IZINKAN CINTA
UNTUK MEMILIH
Semilir angin kian menggoyahkan hati untuk menyerah dengan
tantangan yang cukup spektakuler bagiku saat ini. Ia kian menyedot perhatianku
dengan menari di ufuk kerlipan indah tatapanku. Kian ramai sekelilingku dengan
canda tawa dari beraneka tingkatan umur dari balita hingga lansia. Berbagai
macam aktivitas yang mereka lakukan untuk terus bertahan dengan beragam
goncangan sandiwara kehidupan yang fana ini. Terlintas bayangan sosok pria yang
dari tadi kian memperhatikanku. Sorotan matanya yang dari kejauhan terus
membuatku semakin penasaran. Langkah kaki ingin mendekatinya namun tak mungkin
ku lakukan. Tatapannya yang tajam kian menggerogoti hatiku mengajak untuk
menjemputnya di singgasana senyuman indahya. Derap kaki yang kian ku hayunkan
terasa seperti barisan panglima perang yang ingin menghadang musuh.

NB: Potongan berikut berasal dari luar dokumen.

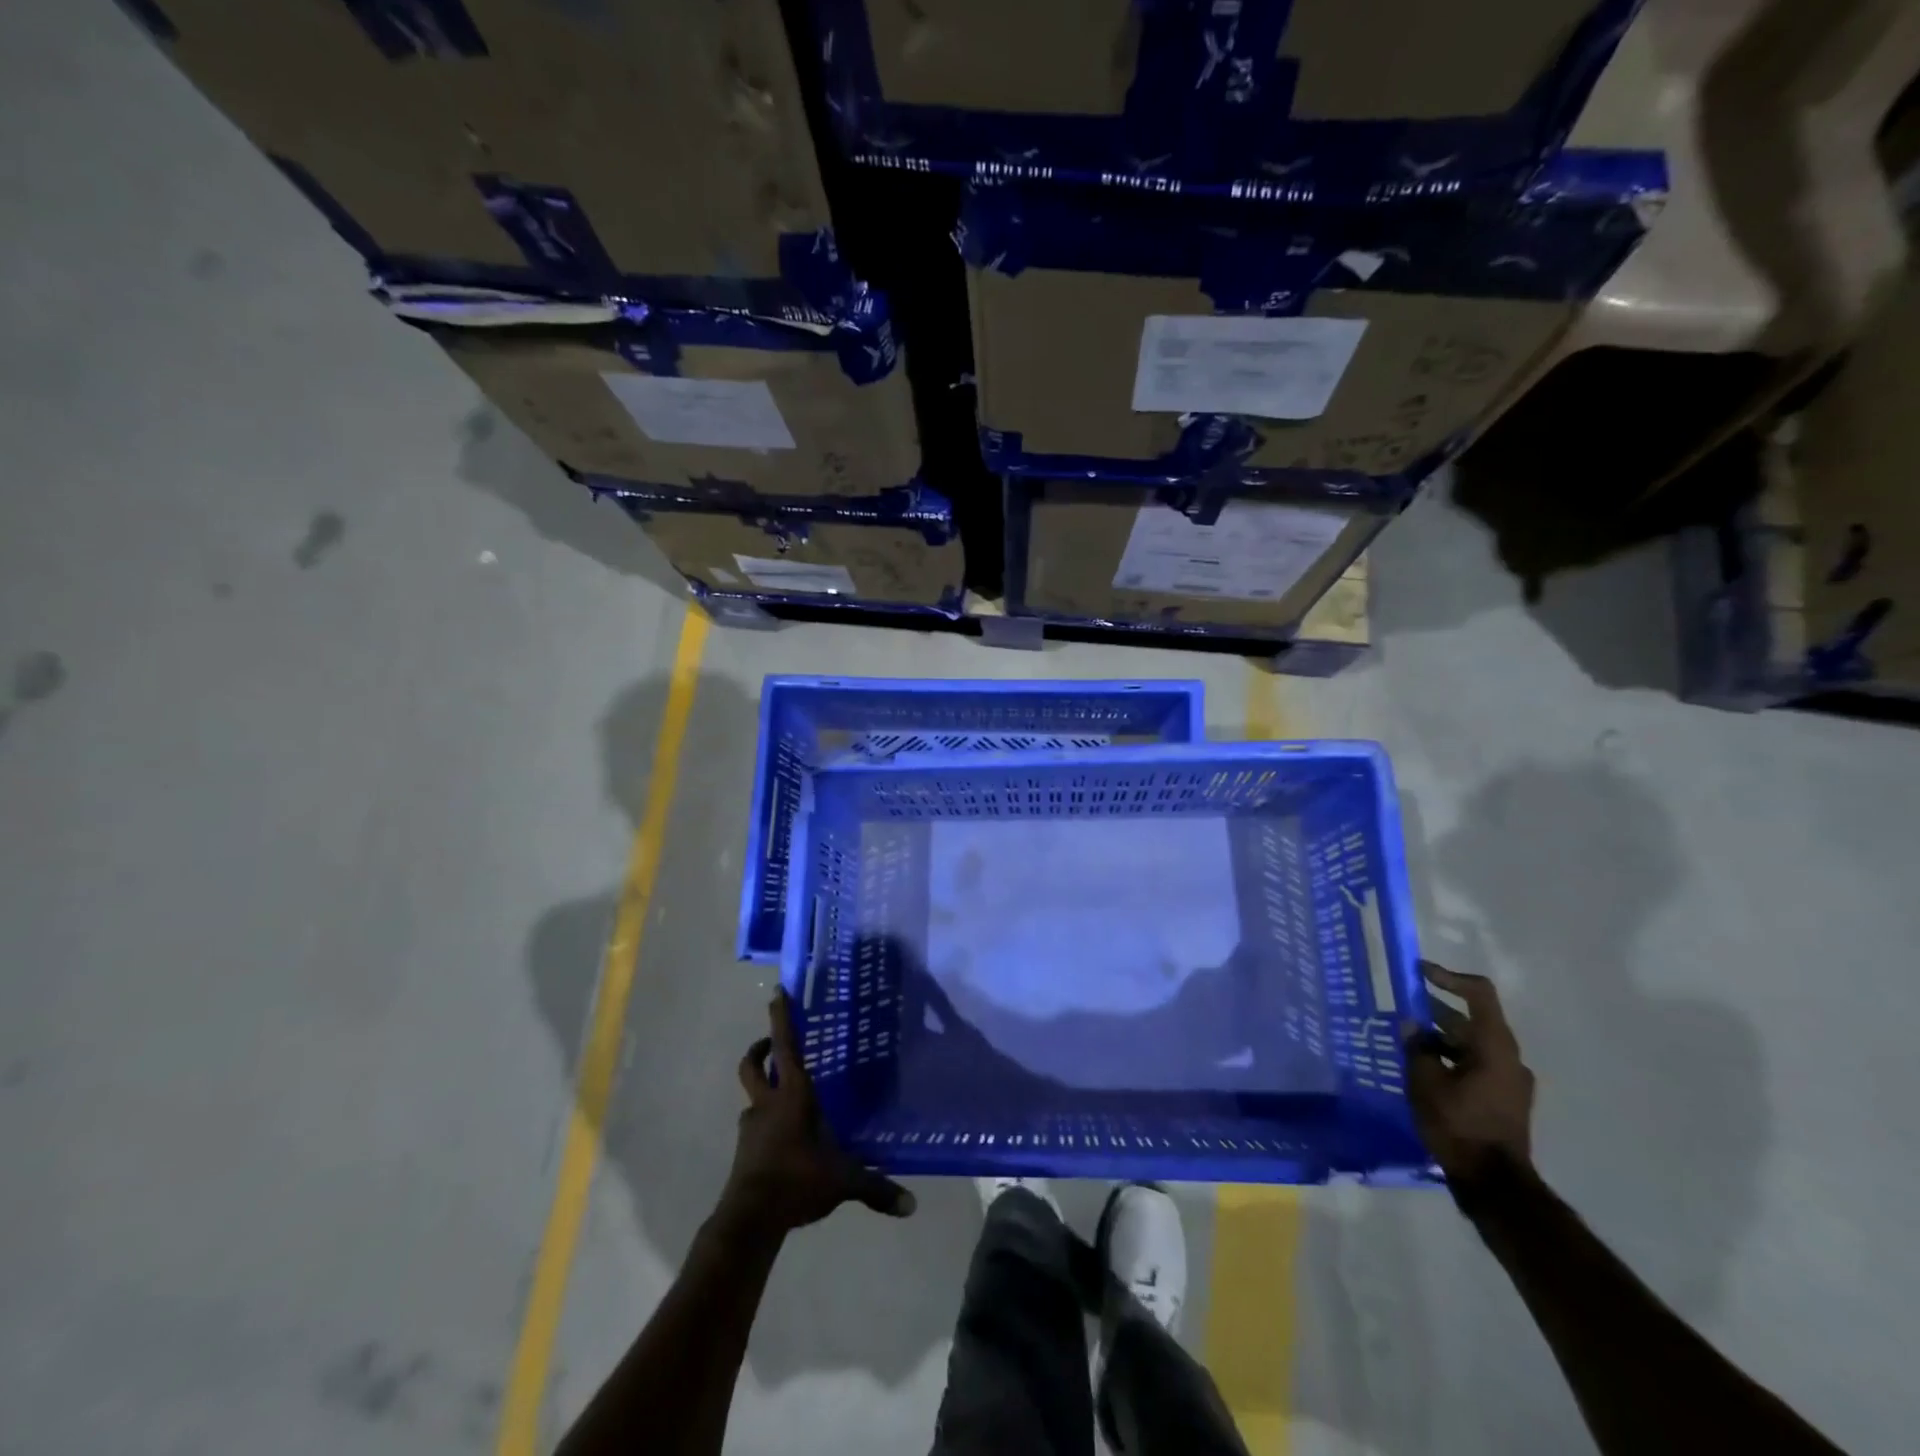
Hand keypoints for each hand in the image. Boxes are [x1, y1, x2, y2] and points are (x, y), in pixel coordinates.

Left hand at [718, 991, 915, 1237]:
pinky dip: (763, 1122)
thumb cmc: (797, 1180)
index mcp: (793, 1095)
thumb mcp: (842, 1181)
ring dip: (762, 1088)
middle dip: (759, 1048)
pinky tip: (780, 1138)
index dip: (780, 1017)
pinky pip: (753, 1125)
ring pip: (751, 1095)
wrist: (750, 1219)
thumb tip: (911, 1206)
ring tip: (782, 1096)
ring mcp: (751, 1126)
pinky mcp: (744, 1150)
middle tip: (769, 1042)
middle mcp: (768, 1103)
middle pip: (752, 1064)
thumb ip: (876, 1188)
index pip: (785, 1045)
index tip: (777, 991)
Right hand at [1403, 961, 1534, 1191]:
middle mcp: (1509, 1057)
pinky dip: (1452, 1058)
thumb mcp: (1425, 1083)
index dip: (1448, 977)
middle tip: (1403, 1007)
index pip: (1478, 994)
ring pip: (1473, 1044)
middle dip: (1436, 1010)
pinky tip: (1425, 1069)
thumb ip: (1417, 1048)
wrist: (1495, 1184)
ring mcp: (1512, 1081)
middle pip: (1473, 1020)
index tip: (1418, 971)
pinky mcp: (1506, 1100)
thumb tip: (1411, 1025)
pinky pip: (1477, 1065)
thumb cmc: (1459, 1125)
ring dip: (1442, 1037)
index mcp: (1494, 1046)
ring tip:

Semakin
mendekat sosok pria itu pun berdiri dan melangkah menyambut kehadiranku.
“Mau kemana?”
“Ketemu kamu, aku Sasya. kamu?”
“Ferdy. Apa kita sudah pernah kenal sebelumnya?”
“mungkin,”
“kok mungkin sih?”
“Ya, menurut kamu?”
“aku ngerasa kamu itu nggak asing lagi”
“ya, mungkin”
“idih…kok mungkin mulu sih?”
“ya, Sasya juga nggak tau apakah kita pernah kenal
sebelumnya”
“lantas, ngapain kamu nyamperin aku?”
“yeah…kepedean. Yang ada kamu tuh yang nyamperin Sasya..mau
kenalan kan?”
“idih…sumpah pede banget sih jadi cewek”
Perbincangan pun terus mengalir bagai air bersama canda tawa
dan perkelahian kecil sembari berkeliling mengitari stadion. Angin benar-benar
seperti telah mengirimkan secercah kebahagiaannya untukku di hari itu. Aku
benar-benar nggak tau kenapa tampak begitu akrab dengannya. Permasalahan
klassik kian larut bersama hari itu. Ternyata dunia yang ku kira sempit
bukanlah statement yang bisa dipertanggung jawabkan. Dunia yang cukup luas
dengan kebahagiaan ketika kita berani menjemput kebahagiaan itu. Kebahagiaan
tidak akan mungkin datang begitu saja tanpa adanya usaha untuk menjemputnya.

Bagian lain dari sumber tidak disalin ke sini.